Dataset Description
|
The dataset is based on a snapshot of PubMed taken in December 2018 (NLMs baseline 2018 plus updates throughout 2018), and for ORCIDs, primarily, the 2019 ORCID Public Data File https://orcid.org/.
Matching an ORCID to an individual author name on a PMID is a non-trivial process. Anyone can create an ORCID and claim to have contributed to any published work. Many records claim too many articles and most claim too few. Even though ORCID records are (most?) often populated by author name searches in popular bibliographic databases, there is no confirmation that the person's name is listed on the article. This dataset is the product of mapping ORCIDs to individual author names on PMIDs, even when the ORCID name does not match any author name on the PMID, and when there are multiple (good) candidate author names. The algorithm avoids assigning the ORCID to an article when there are no good candidates and when there are multiple equally good matches. For some ORCIDs that clearly claim too much, it triggers a very strict matching procedure (for ORCIDs that claim too much but the majority appear correct, e.g., 0000-0002-2788-5457), and sometimes deletes ORCIDs altogether when all (or nearly all) of its claimed PMIDs appear incorrect. When an individual clearly has multiple ORCIDs it deletes the least complete of them (e.g., 0000-0002-1651-2428 vs 0000-0001-6258-4628). It should be noted that the ORCIDs that claim to much are not necessarily due nefarious or trolling intentions, even though a few appear so. Certainly many are are due to laziness, such as claiming everything with a particular last name. Some cases appear to be due to test engineers (e.g., 0000-0001-7243-8157; 0000-0002-1595-6203), or librarians assisting faculty (e.g., ; 0000-0003-3289-5681), or group/laboratory IDs (0000-0003-4234-1746), or having contributed to an article in capacities other than authorship such as an Investigator, an Editor, or part of a Collective (e.g., 0000-0003-2125-4256 as part of the FlyBase Consortium on PMID 22127867), or as a "Reply To" in which case the identity of the article and authors might be conflated. The NLM has, in the past, limited the total number of authors indexed too. The dataset certainly has errors but I have taken great care to fix some glaring ones (individuals who claim to much), while still capturing authors who have published under multiple names and not explicitly listed them in their ORCID profile. The final dataset provides a "matchscore" that could be used for further clean-up.
Four files:
person.tsv: 7,194,692 rows, including header
1. orcid
2. lastname
3. firstname
4. creditname
5. othernames
6. otherids
7. emails
employment.tsv: 2,884,981 rows, including header
1. orcid
2. putcode
3. role
4. start-date
5. end-date
6. id
7. source
8. dept
9. name
10. city
11. region
12 country
13. affiliation
education.tsv: 3,202,253 rows, including header
1. orcid
2. putcode
3. role
4. start-date
5. end-date
6. id
7. source
8. dept
9. name
10. city
11. region
12 country
13. affiliation
pubmed2orcid.tsv: 13,133,065 rows, including header
1. PMID
2. au_order (author name position on the article)
3. orcid
4. matchscore (see below)
5. source: orcid (2019 ORCID Public Data File https://orcid.org/), pubmed (NLMs distributed XML files), or patci (an earlier version of ORCID with citations processed through the Patci tool)

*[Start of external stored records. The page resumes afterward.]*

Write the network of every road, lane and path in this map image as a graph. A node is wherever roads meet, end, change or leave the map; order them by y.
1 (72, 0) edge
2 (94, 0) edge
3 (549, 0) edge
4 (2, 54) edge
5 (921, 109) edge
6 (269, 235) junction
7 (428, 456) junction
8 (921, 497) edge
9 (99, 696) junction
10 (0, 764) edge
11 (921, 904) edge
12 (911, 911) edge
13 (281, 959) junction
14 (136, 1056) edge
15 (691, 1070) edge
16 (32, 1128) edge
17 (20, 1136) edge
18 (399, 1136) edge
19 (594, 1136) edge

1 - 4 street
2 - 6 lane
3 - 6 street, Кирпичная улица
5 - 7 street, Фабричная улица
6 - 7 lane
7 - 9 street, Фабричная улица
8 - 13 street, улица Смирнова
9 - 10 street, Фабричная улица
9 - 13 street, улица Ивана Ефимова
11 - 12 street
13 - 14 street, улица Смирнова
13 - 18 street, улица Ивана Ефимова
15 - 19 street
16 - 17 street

12,037,375 from orcid; 1,06,5892 from PubMed XML; 29,797 from Patci
matchscore:
000: lastname, firstname and middle init match (e.g., Eric T MacKenzie vs
00: lastname, firstname match (e.g., Keith Ward)

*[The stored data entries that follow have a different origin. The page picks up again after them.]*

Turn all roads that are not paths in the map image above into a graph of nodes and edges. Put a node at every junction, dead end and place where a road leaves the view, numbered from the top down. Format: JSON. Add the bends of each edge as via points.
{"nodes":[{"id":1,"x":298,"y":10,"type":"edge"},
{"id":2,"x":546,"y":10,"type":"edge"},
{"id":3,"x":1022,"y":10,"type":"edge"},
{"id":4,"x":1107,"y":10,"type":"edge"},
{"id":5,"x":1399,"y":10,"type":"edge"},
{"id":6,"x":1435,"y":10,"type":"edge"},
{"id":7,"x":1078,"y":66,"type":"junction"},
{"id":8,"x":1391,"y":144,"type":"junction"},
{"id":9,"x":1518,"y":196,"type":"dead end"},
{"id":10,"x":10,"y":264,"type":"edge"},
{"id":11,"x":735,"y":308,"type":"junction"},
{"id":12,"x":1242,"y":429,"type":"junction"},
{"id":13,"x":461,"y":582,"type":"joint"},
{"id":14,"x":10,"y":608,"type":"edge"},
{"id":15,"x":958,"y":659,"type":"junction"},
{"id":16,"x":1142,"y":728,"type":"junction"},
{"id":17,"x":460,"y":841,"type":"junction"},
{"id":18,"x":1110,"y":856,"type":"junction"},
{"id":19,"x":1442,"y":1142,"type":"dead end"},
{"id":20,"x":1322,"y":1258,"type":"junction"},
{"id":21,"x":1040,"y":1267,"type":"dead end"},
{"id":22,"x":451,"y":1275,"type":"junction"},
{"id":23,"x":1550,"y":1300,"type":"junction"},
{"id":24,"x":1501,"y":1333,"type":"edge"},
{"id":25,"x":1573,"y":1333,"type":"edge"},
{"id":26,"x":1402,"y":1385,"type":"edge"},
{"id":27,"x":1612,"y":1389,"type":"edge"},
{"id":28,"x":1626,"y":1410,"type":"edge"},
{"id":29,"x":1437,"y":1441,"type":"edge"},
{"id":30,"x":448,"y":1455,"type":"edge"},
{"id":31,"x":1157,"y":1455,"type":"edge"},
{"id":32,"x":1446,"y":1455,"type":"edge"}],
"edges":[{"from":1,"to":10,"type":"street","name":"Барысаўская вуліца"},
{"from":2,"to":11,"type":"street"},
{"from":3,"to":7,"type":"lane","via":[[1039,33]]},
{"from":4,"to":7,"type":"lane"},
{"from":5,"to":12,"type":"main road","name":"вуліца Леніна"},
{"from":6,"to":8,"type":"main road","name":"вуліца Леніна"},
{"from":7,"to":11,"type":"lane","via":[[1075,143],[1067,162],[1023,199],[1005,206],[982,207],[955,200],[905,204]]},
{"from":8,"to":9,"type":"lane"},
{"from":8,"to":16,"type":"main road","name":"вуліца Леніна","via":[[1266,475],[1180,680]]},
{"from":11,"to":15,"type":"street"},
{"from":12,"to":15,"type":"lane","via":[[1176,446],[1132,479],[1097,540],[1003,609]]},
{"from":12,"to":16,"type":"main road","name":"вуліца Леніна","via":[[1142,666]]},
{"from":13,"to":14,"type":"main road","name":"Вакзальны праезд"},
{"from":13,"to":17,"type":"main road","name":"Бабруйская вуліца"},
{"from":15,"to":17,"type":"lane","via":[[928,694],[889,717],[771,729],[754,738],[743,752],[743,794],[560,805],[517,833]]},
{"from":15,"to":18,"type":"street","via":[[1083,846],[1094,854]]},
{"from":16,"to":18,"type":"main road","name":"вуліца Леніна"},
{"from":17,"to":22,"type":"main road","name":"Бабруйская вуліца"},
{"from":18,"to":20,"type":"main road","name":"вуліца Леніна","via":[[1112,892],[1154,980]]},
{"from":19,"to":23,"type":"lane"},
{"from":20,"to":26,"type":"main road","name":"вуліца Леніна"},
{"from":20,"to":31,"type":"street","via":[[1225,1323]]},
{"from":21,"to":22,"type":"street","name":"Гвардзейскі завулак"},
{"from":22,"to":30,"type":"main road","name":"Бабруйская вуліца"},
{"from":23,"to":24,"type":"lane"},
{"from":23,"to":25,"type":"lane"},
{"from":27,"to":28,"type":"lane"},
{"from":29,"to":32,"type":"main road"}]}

0: lastname, firstname reversed match (e.g., Conde Santiago vs Santiago Conde)
1: lastname, first and middle init match (e.g., L. F. Panchenko)
11: lastname and partial firstname match (e.g., Mike Boland vs Michael Boland or Mel Ziman vs Melanie Ziman)
12: lastname and first init match
15: 3 part lastname and firstname match (David Grahame Hardie vs D Grahame Hardie)
2: lastname match and multipart firstname initial match Maria Dolores Suarez Ortega vs M. D. Suarez
22: partial lastname match and firstname match (e.g., Erika Friedmann vs Erika Friedman)
23: e.g., Antonio Garcia Garcia vs A G Garcia
25: Allan Downie vs J A Downie
26: Oliver Racz vs Oliver Bacz
27: Rita Ostrovskaya vs R U Ostrovskaia
29: Andrew Staehelin vs L A Staehlin
3: M Tronko vs N D Tron'ko
4: Sharon Dent (Also known as Sharon Y.R. Dent; Sharon Y Roth; Sharon Yoder) vs Sharon Yoder
45: Okulov Aleksei vs A B Okulov
48: Maria Del Rosario Garcia De Vicuna Pinedo vs R Garcia-Vicuna
49: Anatoliy Ivashchenko vs A Ivashenko
5 = lastname match only (weak match but sometimes captures alternative first name for better subsequent matches); e.g., Bill Hieb vs W F Hieb
6 = first name match only (weak match but sometimes captures alternative first name for better subsequent matches); e.g., Maria Borawska vs Maria Koscielak
7 = last or first name match on "other names"; e.g., Hromokovska Tetiana (Also known as Gromokovskaia, T. S., Громоковська Тетяна) vs T Gromokovskaia
77: Siva Subramanian vs Kolinjavadi N. Sivasubramanian
88 = no name in orcid but match caught by uniqueness of name across paper (at least 90% and 2 more than next most common name)
prefix:
C = ambiguity reduced (possibly eliminated) using city match (e.g., H Yang on PMID 24972200)
I = ambiguity eliminated by excluding investigators (ie.., one author and one or more investigators with that name)
T = ambiguity eliminated using PubMed pos (T for tie-breaker)
W = ambiguity resolved by authority2018
|